Address CVE-2024-30105 in System.Text.Json #114 Added an Dependabot.yml so, that dependencies are checked automaticly
Scope of this PR:
- [X] fix or update to an existing sample
- [ ] add a new sample
What is the current behavior?
Dependencies are not checked for vulnerabilities. Project has vulnerability.
Checklist
If this is a new Sample
- [ ] Added a ReadMe-file
- [ ] Updated the landing page
- [ ] Consider submitting a PR to https://github.com/AvaloniaUI/avalonia-docs with a link to your sample in the related documentation page
In any case
- [ ] Spell-checking done
- [ ] Checked if all hyperlinks work
- [ ] Checked if all images are visible
Fixed issues
Fixes #114
Added an Dependabot.yml so, that dependencies are checked automaticly
We would prefer to avoid dependabot
Added an Dependabot.yml so, that dependencies are checked automaticly
We would prefer to avoid dependabot
Is there a reason to for this ? Wouldn't it be a good thing to have an alert, if something is out of order ? BTW, Dependabot does NOT change anything on it's own, it just makes a branch, you can still decide to merge it or close/delete it.

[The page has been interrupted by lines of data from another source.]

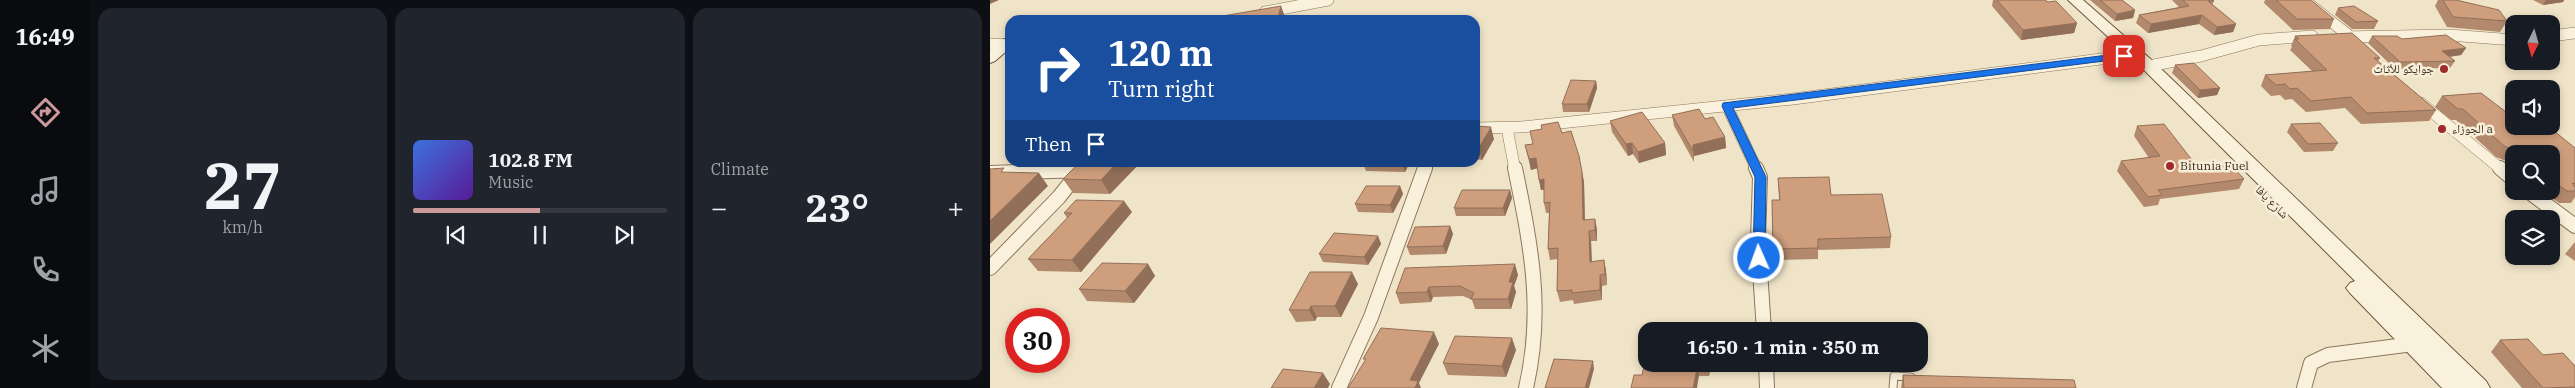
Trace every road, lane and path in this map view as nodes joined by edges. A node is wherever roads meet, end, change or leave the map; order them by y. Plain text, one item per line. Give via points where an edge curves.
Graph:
1 (1328, 0) edge
2 (2060, 0) edge
3 (2076, 0) edge
4 (2304, 0) edge
5 (1256, 13) edge
6 (2575, 33) edge
7 (2560, 35) edge
8 (2351, 37) junction
9 (2505, 39) edge
10 (1002, 44) edge
11 (2365, 50) edge
12 (2124, 56) junction
13 (990, 58) edge
14 (2149, 66) junction
15 (2414, 97) edge
16 (1727, 106) junction
17 (1480, 128) edge
18 (1507, 128) junction
19 (1071, 167) edge
20 (1083, 167) edge
21 (1425, 167) edge
22 (990, 173) edge
23 (2505, 173) edge
24 (2539, 200) edge
25 (2575, 226) edge
26 (990, 268) edge
27 (1763, 322) edge
28 (2413, 344) junction
29 (1766, 372) edge
30 (1924, 378) edge
31 (1339, 388) edge
32 (1526, 388) edge
33 (1767, 388) edge
34 (1893, 388) edge
35 (2304, 388) edge
36 (2456, 388) edge
37 (2478, 388) edge

1 - 5 street
2 - 12 street, شارع يافا
3 - 14 street
4 - 8 street
6 - 7 street
8 - 9 street via 2449,35
8 - 11 street
8 - 14 street via 2259,40
10 - 13 street
12 - 16 street
12 - 28 street, شارع يافا
14 - 37 street
15 - 23 street
16 - 18 street
16 - 27 street via 1760,177 1758,240
17 - 18 street
18 - 32 street via 1536,300 1533,364
19 - 22 street
20 - 26 street via 1059,197
21 - 31 street via 1371,317
24 - 25 street
28 - 35 street via 2328,355 2311,363
28 - 36 street, شارع يافا
29 - 33 street
30 - 34 lane via 1894,376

Better to switch to central package management for this repository.
Yes, that would be better, but also a bigger change. IMHO frequent small steps in the right direction are better than a big step that never happens.
Better to switch to central package management for this repository.
Yes, that would be better, but also a bigger change. IMHO frequent small steps in the right direction are better than a big step that never happens.
There is also a downside when switching to central management. As I understand this repository is meant as a showcase for independend projects targeting a specific howto-topic. So is it a good thing to merge the projects with a central package-management?
Thinking further about this one, I kinda like the dependa-bot idea for this repo. We will review this with the team internally again and then decide.